### Listed entries
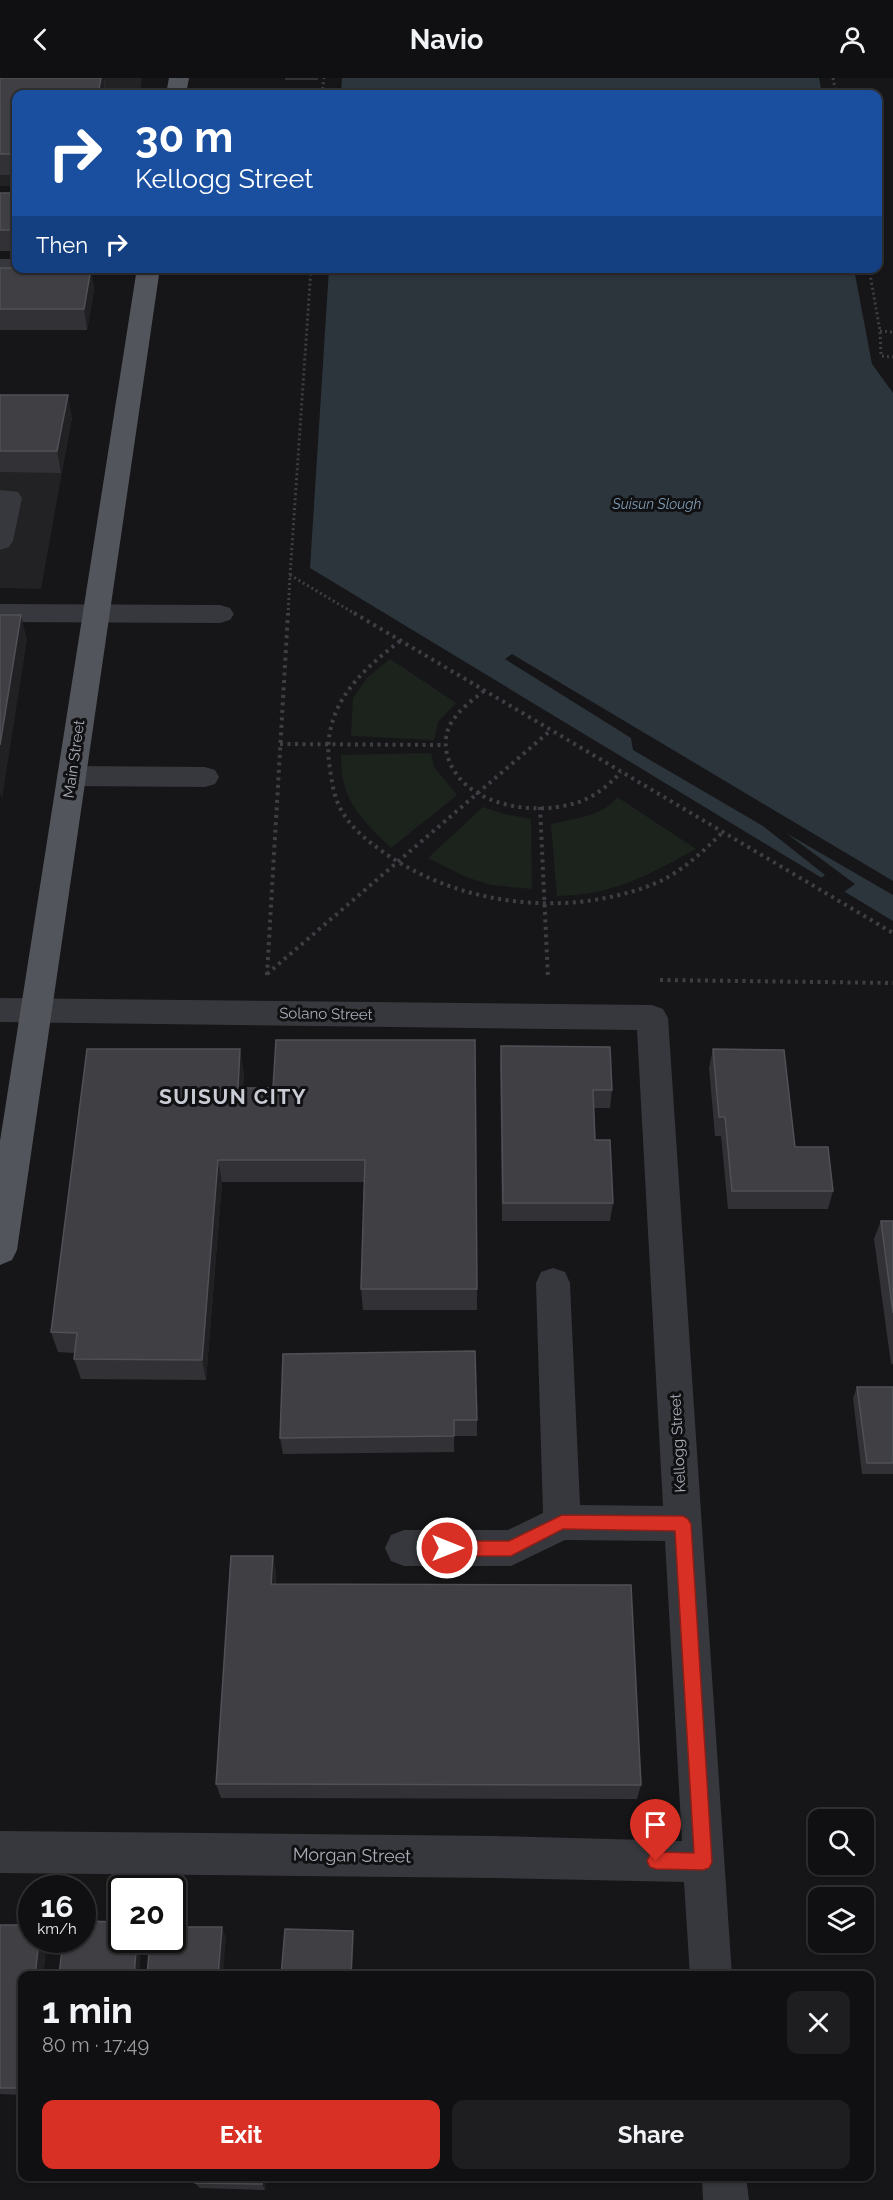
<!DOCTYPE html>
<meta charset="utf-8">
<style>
body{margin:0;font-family:Raleway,sans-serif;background:#1e1e20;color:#f1f3f6;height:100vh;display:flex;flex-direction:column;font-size:22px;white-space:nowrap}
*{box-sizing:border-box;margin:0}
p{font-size:20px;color:#9c9d9f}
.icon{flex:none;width:33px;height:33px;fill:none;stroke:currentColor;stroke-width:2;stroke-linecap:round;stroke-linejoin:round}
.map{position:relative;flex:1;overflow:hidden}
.drawer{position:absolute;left:18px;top:1893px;width:856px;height:210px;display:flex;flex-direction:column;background:#101012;border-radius:12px;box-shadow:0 2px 4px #0004,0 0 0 2px #303032}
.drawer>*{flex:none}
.top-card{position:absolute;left:12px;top:12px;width:870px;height:183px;border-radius:12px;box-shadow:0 2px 4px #0004,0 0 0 2px #303032;background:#1a4fa0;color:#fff;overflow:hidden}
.buttons{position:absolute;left:808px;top:1731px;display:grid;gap:12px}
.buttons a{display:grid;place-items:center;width:66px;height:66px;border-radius:12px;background:#101012;box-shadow:0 2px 4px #0004,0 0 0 2px #303032;font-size:30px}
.speed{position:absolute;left:18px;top:1797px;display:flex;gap:12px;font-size:30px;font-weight:700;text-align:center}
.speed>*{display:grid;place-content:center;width:78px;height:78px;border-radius:50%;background:#101012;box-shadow:0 2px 4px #0004,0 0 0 2px #303032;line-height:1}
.speed small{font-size:15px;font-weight:400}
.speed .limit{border:3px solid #111;border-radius:9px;background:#fff;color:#111}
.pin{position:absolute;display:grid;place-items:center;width:51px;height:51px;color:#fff;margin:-62px -26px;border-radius:50% 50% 50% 0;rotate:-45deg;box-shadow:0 0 6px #0007}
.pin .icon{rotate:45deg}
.me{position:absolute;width:66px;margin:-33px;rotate:90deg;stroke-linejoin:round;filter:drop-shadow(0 0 4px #0008)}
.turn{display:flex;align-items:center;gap:21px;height:126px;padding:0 24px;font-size:27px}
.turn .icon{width:78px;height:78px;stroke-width:2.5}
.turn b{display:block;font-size:42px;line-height:51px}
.then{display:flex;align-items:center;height:57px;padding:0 24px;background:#0003;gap:12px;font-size:22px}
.round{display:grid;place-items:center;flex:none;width:63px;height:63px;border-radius:12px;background:#1e1e20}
.overview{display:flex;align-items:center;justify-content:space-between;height:102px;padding:0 24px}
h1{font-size:36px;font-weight:700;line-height:45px}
.action{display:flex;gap:12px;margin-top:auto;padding:12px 24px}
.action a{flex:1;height:69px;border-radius:12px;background:#d93025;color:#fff;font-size:24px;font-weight:700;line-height:69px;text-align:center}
.action a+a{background:#1e1e20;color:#f1f3f6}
header{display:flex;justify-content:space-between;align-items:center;height:78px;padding:0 24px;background:#101012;font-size:27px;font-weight:700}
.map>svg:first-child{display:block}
.built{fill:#222225}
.green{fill:#1c231d}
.water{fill:#2c353c}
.pier{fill:#161618}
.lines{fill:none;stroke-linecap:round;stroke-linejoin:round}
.path-far1{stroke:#3d3f44;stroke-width:3;stroke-dasharray:2 3;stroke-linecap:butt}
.path{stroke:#3d3f44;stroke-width:4;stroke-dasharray:3 4.5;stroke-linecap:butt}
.minor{fill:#37383d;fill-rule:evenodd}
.major{fill:#53555c;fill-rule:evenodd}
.wall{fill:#323236}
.shaded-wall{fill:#212124}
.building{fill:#3f3f44;stroke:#4f5156;stroke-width:1.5}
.route{fill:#d93025;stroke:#8d1f18;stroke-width:1.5}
.labels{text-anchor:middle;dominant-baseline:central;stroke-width:6;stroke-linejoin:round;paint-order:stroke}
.far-water-label{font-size:14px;font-style:italic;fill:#7f9bb3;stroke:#111113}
.street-label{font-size:15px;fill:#a8adb8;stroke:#111113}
.near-street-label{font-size:18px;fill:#a8adb8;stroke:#111113}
.district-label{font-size:21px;font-weight:bold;letter-spacing:1.5px;fill:#c9ccd4;stroke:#111113}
</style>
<header><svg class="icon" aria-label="back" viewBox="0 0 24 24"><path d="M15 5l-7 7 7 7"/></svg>Navio<svg class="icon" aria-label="person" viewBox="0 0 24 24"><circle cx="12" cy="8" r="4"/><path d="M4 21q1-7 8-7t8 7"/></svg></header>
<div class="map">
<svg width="893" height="2122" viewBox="0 0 893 2122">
<rect width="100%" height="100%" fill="#161618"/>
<!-- built -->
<g class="built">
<path d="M0,0H142L140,16H16V108H0Z"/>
<path d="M0,338L72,339L41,511L0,510Z"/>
</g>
<!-- green -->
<g class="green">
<path d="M390,581L456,625L438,644L434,662L351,658L353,620L367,600Z"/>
<path d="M431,675L434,689L457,717L391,770C361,740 340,722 341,677Z"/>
<path d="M617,719L696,771C648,797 614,817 557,818L551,746C572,741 605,738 617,719Z"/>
<path d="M483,729L504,736L531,741L532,811L491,807L466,799L428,780Z"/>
</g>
<!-- water -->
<g class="water">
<path d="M342,0H819L822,16H341Z"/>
<path d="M329,191H854L872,286L893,315V843L310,490Z"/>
</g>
<!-- pier -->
<path class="pier" d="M512,576L893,803V817L786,755L855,806L844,814L821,800L825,797L763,748L633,672L631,660L505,581Z"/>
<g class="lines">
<!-- path-far1 -->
<g class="path-far1">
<path d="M833,0L836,16"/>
<path d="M322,16L324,0"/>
<path d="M869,190L880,253L881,278L893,279"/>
<path d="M880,253L893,254"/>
<path d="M290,497L311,190"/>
<path d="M288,537L290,497L357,537"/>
</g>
<!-- path -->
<g class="path">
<path d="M354,535L893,855"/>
<path d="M400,563C357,596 320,631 330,691C332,705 334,718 340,730C351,751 370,765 389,778C463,827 562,839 646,809C678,798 699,777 723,754"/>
<path d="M484,613C471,623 456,634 449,649C444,661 445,674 450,685C469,728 532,737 572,726C592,721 607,709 621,694"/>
<path d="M280,666L445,667"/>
<path d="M540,729L548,900"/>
<path d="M267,896L550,653"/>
<path d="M267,897L288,535"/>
<path d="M660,902L893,905"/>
</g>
<!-- minor -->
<g class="minor">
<path d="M0,181H16V190H26L16,195H0Z"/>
<path d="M0,412L18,414L22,420L13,463L9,469L0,472Z"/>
<path d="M0,526L220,527L230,530L234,536L230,542L220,545L0,544Z"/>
<path d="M71,688L205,689L215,692L219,699L215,706L205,709L71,708L61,705L57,698L61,691Z"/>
<path d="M0,920L652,927L663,931L668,940L732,1898H690L684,1804L494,1800L0,1795V1753L494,1758L682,1763L665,1463L565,1462L511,1488H404L391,1483L385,1470L391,1457L404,1452H508L543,1435L536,1205L541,1194L553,1190L565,1194L570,1205L580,1427L663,1428L637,952L0,944Z"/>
<path d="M702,2098H746L749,2122H703Z"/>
</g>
<!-- major -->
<g class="major">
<path d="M169,0H189L186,16H166Z"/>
<path d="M137,190H160L17,1172L12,1182L0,1187V1063Z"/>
</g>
</g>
<!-- wall -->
<g class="wall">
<path d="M0,0H104L106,14L16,16V97H0Z"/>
<rect x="285" y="0" width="33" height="2"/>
<rect x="0" y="115" width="16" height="58"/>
<path d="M0,190H91L94,212L87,252H0Z"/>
<path d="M0,317L72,339L61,395L0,394Z"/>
<path d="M276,962L477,1211V1232H363L361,1211L364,1104H222L206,1302L81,1301L74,1281L75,1275L58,1274L51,1254L244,994L243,1010H273Z"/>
<path d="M501,968L612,1012L610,1030H594L595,1062L613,1125L610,1143H502L500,987Z"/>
<path d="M713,971L833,1113L828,1131H728L721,1058H715L709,990Z"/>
<path d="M881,1143H893V1286H891L874,1161Z"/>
<path d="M283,1276L477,1342V1358H454V1374L283,1376L280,1360Z"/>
<path d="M857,1309H893V1396H862L853,1320Z"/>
<path d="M273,1478L276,1495V1506L641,1707L637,1721L221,1720L216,1706Z"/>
<path d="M0,1847L32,1862H47L43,1898H22V2017L0,2016Z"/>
<path d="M266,2098L265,2112L200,2110L195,2105Z"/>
</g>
<!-- shaded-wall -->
<g class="shaded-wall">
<path d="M101,0H104L105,16H98Z"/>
<path d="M91,190L94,212L87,252L84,231Z"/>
<path d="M68,317L72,339L61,395L57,373Z"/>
<path d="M21,537L27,562L2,721L0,714V667Z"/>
<path d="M240,971L244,994L241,1033L238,1010Z"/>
<path d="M218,1082L222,1104L206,1302L202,1282Z"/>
<path d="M273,1478L276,1495L275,1523L271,1506Z"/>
<path d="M222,1849L226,1859L223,1898H218Z"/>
<path d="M353,1853L354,1860L352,1898H351Z"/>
<path d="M39,1862H47L43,1898H35Z"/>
<path d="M137,1862H142L139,1898H134Z"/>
<path d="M262,2098H266L265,2112L262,2106Z"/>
</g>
<!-- building -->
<g class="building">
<path d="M0,0H101L98,16H16V76H0Z"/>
<rect x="0" y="115" width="16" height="37"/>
<path d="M0,190H91L84,231H0Z"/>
<path d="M0,317H68L57,373H0Z"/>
<path d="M0,537H21L0,667Z"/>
<path d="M276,962H475L477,1211H361L365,1082H218L202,1282L74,1281L77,1255L51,1254L87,971H240L238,1010H273Z"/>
<path d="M501,968L610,969L612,1012H593L595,1062H610L613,1125H503Z"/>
<path d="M713,971L784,972L795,1069H828L833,1113H732L725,1039H719Z"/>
<path d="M881,1143H893V1235Z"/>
<path d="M475,1273L477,1342H454V1358L280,1360L283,1276Z"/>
<path d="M857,1309H893V1385H867Z"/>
<path d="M231,1478H273L271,1506L631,1507L641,1707L216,1706Z"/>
<path d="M82,1843L122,1844V1862H137L134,1898H59L63,1862H82Z"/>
<path d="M0,1847H32V1862H39L35,1898H22V2010H0Z"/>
<path d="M172,1849H222L218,1898H147L150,1862H172Z"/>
<path d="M285,1851L353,1853L351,1898H281Z"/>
<path d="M196,2098H262V2106L195,2105Z"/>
</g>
<!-- route -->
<path class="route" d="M562,1437L683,1438L688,1441L691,1446L712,1784L709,1790L703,1792L656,1791L650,1789L647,1783L650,1777L656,1774L694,1775L675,1453L563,1451L511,1478H447L441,1475L439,1470L441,1465L447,1463H509Z"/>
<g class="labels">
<!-- far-water labels -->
<g class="far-water-label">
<text x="657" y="426">Suisun Slough</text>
</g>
<!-- street labels -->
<g class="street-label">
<text transform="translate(74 681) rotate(-82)">Main Street</text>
<text transform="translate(326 936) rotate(1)">Solano Street</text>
<text transform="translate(678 1365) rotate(-93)">Kellogg Street</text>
</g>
<!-- near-street labels -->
<g class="near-street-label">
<text transform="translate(352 1777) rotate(1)">Morgan Street</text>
</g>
<!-- district labels -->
<g class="district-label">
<text x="233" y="1018">SUISUN CITY</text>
</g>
</g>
</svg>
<div class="buttons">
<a><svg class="icon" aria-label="search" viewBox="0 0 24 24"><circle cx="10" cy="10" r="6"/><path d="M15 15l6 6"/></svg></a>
<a><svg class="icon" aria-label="layers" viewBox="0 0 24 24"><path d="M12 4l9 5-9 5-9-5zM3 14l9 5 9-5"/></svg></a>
</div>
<div class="speed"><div>16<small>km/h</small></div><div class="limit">20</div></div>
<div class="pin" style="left:656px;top:1783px;background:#d93025"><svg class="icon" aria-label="arrive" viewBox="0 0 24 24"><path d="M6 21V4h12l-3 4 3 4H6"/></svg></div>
<svg class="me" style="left:447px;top:1470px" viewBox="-20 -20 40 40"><circle r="17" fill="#d93025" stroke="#fff" stroke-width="3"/><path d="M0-11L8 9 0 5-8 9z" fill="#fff"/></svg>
<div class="top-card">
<div class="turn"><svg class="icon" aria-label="right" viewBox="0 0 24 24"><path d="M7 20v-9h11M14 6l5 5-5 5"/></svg><div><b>30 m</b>Kellogg Street</div></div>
<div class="then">Then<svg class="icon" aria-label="right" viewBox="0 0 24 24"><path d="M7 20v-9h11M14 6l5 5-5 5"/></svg></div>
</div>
<section class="drawer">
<div class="overview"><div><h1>1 min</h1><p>80 m · 17:49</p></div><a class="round"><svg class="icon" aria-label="close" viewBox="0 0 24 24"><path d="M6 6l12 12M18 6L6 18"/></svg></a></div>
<div class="action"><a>Exit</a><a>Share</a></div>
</section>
</div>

### What to do
Copy each line holding the word "evenodd" from the listing above.

### Response area
.minor{fill:#37383d;fill-rule:evenodd}
.major{fill:#53555c;fill-rule:evenodd}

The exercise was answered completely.